The defendants contend that the question whether the improvement for which the later letters patent were issued is an improvement on the former improvement is a question arising under the patent right laws of the United States.
It is settled that "where a suit is brought on a contract of which a patent is the subject matter, either to enforce such contract or to annul it, the case arises on the contract, or out of the contract, and not under the patent right laws" of the United States. Wade v. Lawder, 165 U.S. 624, and cases cited. See also Lamson v. Martin, 159 Mass. 557.
Further it is settled that if the invalidity of a patent is incidentally drawn in question in a cause properly cognizable in a State court, the jurisdiction of that court is not thereby ousted. Pratt v. Paris Gas Light Coke Co. 168 U.S. 255. See also in this connection Jackson v. Allen, 120 Mass. 64; Burton v. Burton Stock Car Co. 171 Mass. 437.
The principal argument of the defendants in support of their contention is founded on the clause in the final decree by which the defendants and both of them, together with "all persons acting or claiming under them or any of them" are "perpetually enjoined and restrained from engaging in the business of making, vending, filling, selling and otherwise dealing in and with, the devices and machines covered by Patent No. 725,349 of the United States of America, for a new and improved device in refining engines known as the `Marshall Perfecting Engine.'"
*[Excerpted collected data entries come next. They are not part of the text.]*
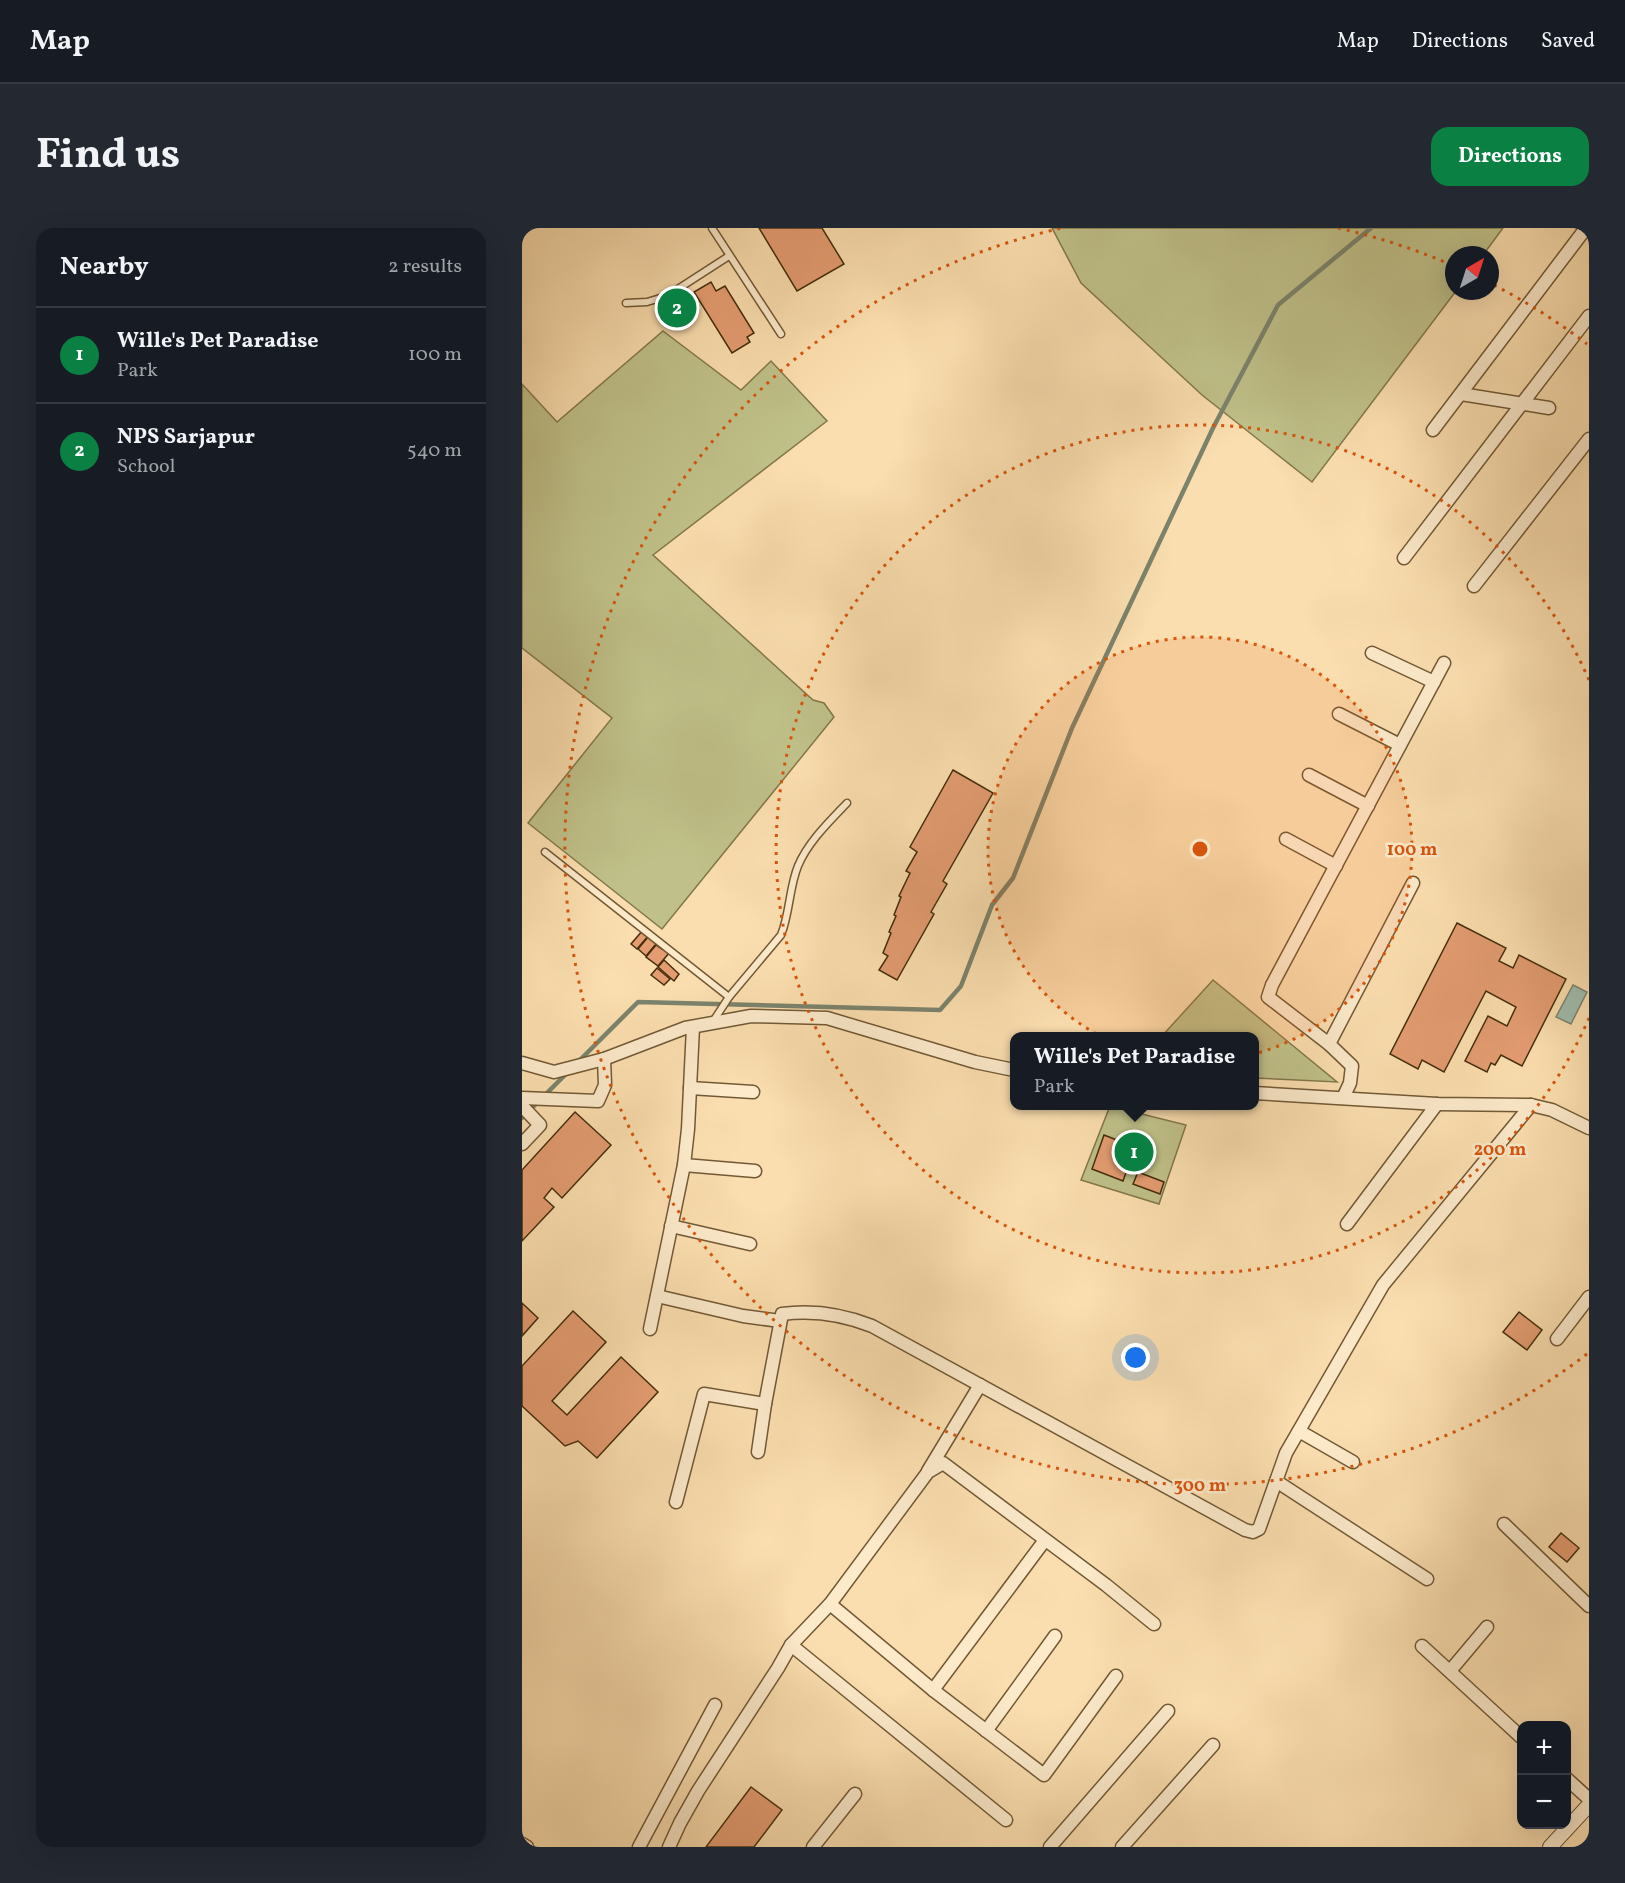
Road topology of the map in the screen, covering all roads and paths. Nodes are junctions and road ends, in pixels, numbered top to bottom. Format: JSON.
{"nodes":[{"id":1,"x":712,"y":228,"type":"edge"},
{"id":2,"x":1586,"y":228,"type":"edge"},
{"id":3,"x":729,"y":256,"type":"junction"},
{"id":4,"x":626,"y":303,"type":"dead end"},
{"id":5,"x":1589,"y":315,"type":"edge"},
{"id":6,"x":781,"y":334,"type":"dead end"},
{"id":7,"x":1461,"y":394,"type":"junction"},
{"id":8,"x":1522,"y":404,"type":"junction"},
{"id":9,"x":1549,"y":408,"type":"dead end"},
{"id":10,"x":1433,"y":430,"type":"dead end"},
{"id":11,"x":1589,"y":439,"type":"edge"},
{"id":12,"x":1404,"y":558,"type":"dead end"},
{"id":13,"x":1474,"y":586,"type":"dead end"},
{"id":14,"x":1372,"y":653,"type":"dead end"},
{"id":15,"x":1444,"y":663,"type":"dead end"},
{"id":16,"x":1434,"y":682,"type":"junction"},
{"id":17,"x":1339,"y":714,"type":"dead end"},
{"id":18,"x":1400,"y":745,"type":"junction"},
{"id":19,"x":1308,"y":775,"type":"dead end"},
{"id":20,"x":847,"y":803,"type":"dead end"},
{"id":21,"x":1368,"y":806,"type":"junction"},
{"id":22,"x":1286,"y":839,"type":"dead end"},
{"id":23,"x":545,"y":852,"type":"dead end"},
{"id":24,"x":1336,"y":866,"type":"junction"},
{"id":25,"x":1413,"y":882,"type":"dead end"},
{"id":26,"x":729,"y":997,"type":"junction"},
{"id":27,"x":712,"y":1023,"type":"junction"},
{"id":28,"x":693,"y":1027,"type":"junction"},
{"id":29,"x":1329,"y":1044,"type":"junction"},
{"id":30,"x":604,"y":1059,"type":"junction"},
{"id":31,"x":522,"y":1063,"type":"edge"},
{"id":32,"x":1010,"y":1069,"type":"edge"},
{"id":33,"x":690,"y":1088,"type":"junction"},
{"id":34,"x":753,"y":1092,"type":"dead end"},
{"id":35,"x":1259,"y":1092,"type":"edge"},
{"id":36,"x":522,"y":1098,"type":"edge"},
{"id":37,"x":1343,"y":1098,"type":"junction"},
{"id":38,"x":1437,"y":1104,"type":"junction"},
{"id":39,"x":1531,"y":1105,"type":"junction"},
{"id":40,"x":522,"y":1106,"type":"edge"},
{"id":41,"x":1589,"y":1128,"type":"edge"},
{"id":42,"x":522,"y":1144,"type":"edge"},
{"id":43,"x":684,"y":1165,"type":"junction"},
{"id":44,"x":755,"y":1171,"type":"dead end"},
{"id":45,"x":1347,"y":1224,"type":"dead end"},
{"id":46,"x":671,"y":1226,"type":"junction"},
{"id":47,"x":750,"y":1244,"type":"dead end"},
{"id":48,"x":657,"y":1296,"type":"junction"},
{"id":49,"x":1589,"y":1297,"type":"edge"},
{"id":50,"x":780,"y":1321,"type":"junction"},
{"id":51,"x":650,"y":1329,"type":"dead end"},
{"id":52,"x":1557,"y":1339,"type":"dead end"},
{"id":53,"x":980,"y":1385,"type":"junction"},
{"id":54,"x":765,"y":1404,"type":"junction"},
{"id":55,"x":1299,"y":1431,"type":"junction"},
{"id":56,"x":758,"y":1452,"type":"dead end"},
{"id":57,"x":1353,"y":1462,"type":"dead end"},
{"id":58,"x":928,"y":1472,"type":"junction"},
{"id":59,"x":1276,"y":1481,"type":"junction"},
{"id":60,"x":676,"y":1502,"type":"dead end"},
{"id":61,"x":1504,"y":1524,"type":"dead end"},
{"id":62,"x":1045,"y":1540,"type":"junction"},
{"id":63,"x":1427,"y":1579,"type":"dead end"},
{"id":64,"x":830,"y":1604,"type":"junction"},
{"id":65,"x":1589,"y":1606,"type":"edge"},
{"id":66,"x":1154,"y":1624,"type":"dead end"},
{"id":67,"x":1487,"y":1627,"type":"dead end"},
{"id":68,"x":1055,"y":1636,"type":"dead end"},
{"id":69,"x":791,"y":1645,"type":"junction"},
{"id":70,"x":1422,"y":1646,"type":"dead end"},
{"id":71,"x":1449,"y":1671,"type":"junction"},
{"id":72,"x":1116,"y":1676,"type":"dead end"},
{"id":73,"x":933,"y":1690,"type":"junction"},
{"id":74,"x":715,"y":1704,"type":"dead end"},
{"id":75,"x":1168,"y":1711,"type":"dead end"},
{"id":76,"x":986,"y":1731,"type":"junction"},
{"id":77,"x":1517,"y":1733,"type":"edge"},
{"id":78,"x":1213,"y":1745,"type":"dead end"},
{"id":79,"x":1571,"y":1783,"type":"edge"},
{"id":80,"x":855,"y":1794,"type":"dead end"},
{"id":81,"x":1589,"y":1799,"type":"edge"},
{"id":82,"x":1589,"y":1805,"type":"edge"},
{"id":83,"x":1006,"y":1820,"type":"dead end"},
{"id":84,"x":522,"y":1844,"type":"edge"},
{"id":85,"x":527,"y":1847,"type":"edge"},
{"id":86,"x":639,"y":1847,"type":"edge"},
{"id":87,"x":669,"y":1847,"type":"edge"},
{"id":88,"x":813,"y":1847,"type":"edge"},
{"id":89,"x":1050,"y":1847,"type":"edge"},
{"id":90,"x":1122,"y":1847,"type":"edge"},
{"id":91,"x":1550,"y":1847,"type":"edge"}],
"edges":[{"from":1,"to":3,"type":"lane"},
{"from":2,"to":7,"type":"street"},
{"from":3,"to":4,"type":"lane"},
{"from":3,"to":6,"type":"lane"},
{"from":5,"to":8,"type":"street"},
{"from":7,"to":8,"type":"street"},
{"from":7,"to":10,"type":"street"},
{"from":8,"to":9,"type":"street"},
{"from":8,"to":12,"type":"street"},
{"from":11,"to":13,"type":"street"},
{"from":14,"to":16,"type":"street"},
{"from":15,"to":16,"type":"street"},
{"from":16,"to":18,"type":"street"},
{"from":17,"to":18,"type":"street"},
{"from":18,"to":21,"type":"street"},
{"from":19,"to":21,"type":"street"},
{"from":20,"to":26,"type":"lane"},
{"from":21,"to":24,"type":"street"},
{"from":22,"to":24,"type":"street"},
{"from":23,"to":26,"type":"lane"},
{"from":24,"to":29,"type":"street"},
{"from":25,"to":29,"type":"street"},
{"from":26,"to":27,"type":"lane"},
{"from":27,"to":28,"type":"street"},
{"from":27,"to":32,"type":"street"},
{"from":28,"to":30,"type":"street"},
{"from":28,"to":33,"type":"street"},
{"from":29,"to":37,"type":"street"},
{"from":30,"to":31,"type":"street"},
{"from":30,"to":36,"type":"street"},
{"from":33,"to":34,"type":"street"},
{"from":33,"to":43,"type":"street"},
{"from":35,"to":37,"type":"street"},
{"from":37,"to":38,"type":"street"},
{"from":38,"to":39,"type":"street"},
{"from":38,"to":45,"type":"street"},
{"from":39,"to":41,"type":"street"},
{"from":39,"to":55,"type":"street"},
{"from":40,"to":42,"type":"street"},
{"from":43,"to":44,"type":"street"},
{"from":43,"to":46,"type":"street"},
{"from":46,"to":47,"type":"street"},
{"from":46,"to":48,"type":"street"},
{"from":48,"to":50,"type":"street"},
{"from":48,"to":51,"type":"street"},
{"from":49,"to":52,"type":"street"},
{"from":50,"to":53,"type":"street"},
{"from":50,"to":54,"type":"street"},
{"from":53,"to":58,"type":"street"},
{"from":53,"to":59,"type":"street"},
{"from":54,"to":56,"type":"street"},
{"from":54,"to":60,"type":"street"},
{"from":55,"to":57,"type":"street"},
{"from":55,"to":59,"type":"street"},
{"from":58,"to":62,"type":"street"},
{"from":58,"to":64,"type":"street"},
{"from":59,"to":63,"type":"street"},
{"from":61,"to":65,"type":"street"},
{"from":62,"to":66,"type":"street"},
{"from":62,"to":73,"type":"street"},
{"from":64,"to":69,"type":"street"},
{"from":64,"to":73,"type":"street"},
{"from":67,"to":71,"type":"street"},
{"from":68,"to":76,"type":"street"},
{"from":69,"to":83,"type":"street"},
{"from":69,"to":87,"type":"street"},
{"from":70,"to":71,"type":"street"},
{"from":71,"to":77,"type":"street"},
{"from":72,"to":76,"type":"street"},
{"from":73,"to":76,"type":"street"},
{"from":74,"to":86,"type":"street"},
{"from":75,"to":89,"type":"street"},
{"from":78,"to":90,"type":"street"},
{"from":79,"to":81,"type":"street"},
{"from":80,"to":88,"type":"street"},
{"from":82,"to":91,"type":"street"},
{"from":84,"to":85,"type":"street"}]}
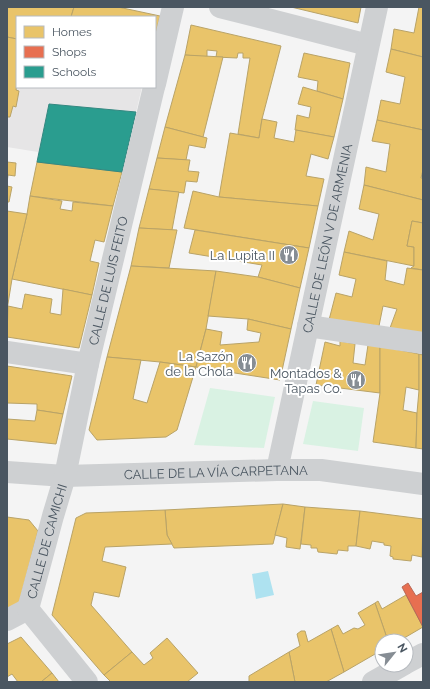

This argument, put forward by the defendants in several forms, is that a suit for an infringement would have resulted in such an injunction as that contained in the final decree in the case at bar, and for that reason the suit now before us is a suit arising under the patent right laws of the United States.
In the case at bar the right of the plaintiff to an assignment of patent No. 725,349 was and is a right arising out of the contract between the plaintiff and Marshall, dated September 15, 1902. By force of that contract, under the facts which afterwards happened, the plaintiff was entitled to a decree directing both defendants to assign that patent to the plaintiff. As a corollary and as an incident to that relief it was perhaps not improper to enjoin these defendants from doing acts which the owner of that patent alone can do. However that may be, the decree in the suit now before us is not a decree that the defendants have done certain acts which it is now decided are a violation of the rights secured to the plaintiff by letters patent. It is a decree that, since the plaintiff is the owner of the patent here in question, the defendant cannot do those acts which the patent secures to the owner, without deciding what those acts are. In other words, the suit now before us is just what Excelsior Wooden Pipe Co. v. Pacific Bridge Co. 185 U.S. 282 (relied on by the defendants) was not.
The defendants have also argued that, to decide in favor of the plaintiff, this court must determine a question of infringement between the patent 342,802 and patent 411,251.
The short answer to that contention is that no such case appears to have been raised in evidence before the master. It does not appear even what patent 411,251 consists in. In that state of the evidence there can be no question of infringement between 342,802 and 411,251. We do not intend to intimate that this objection would have been good if it had appeared that one of these two patents infringed upon the other.
The case was taken to the Supreme Court of the United States by writ of error.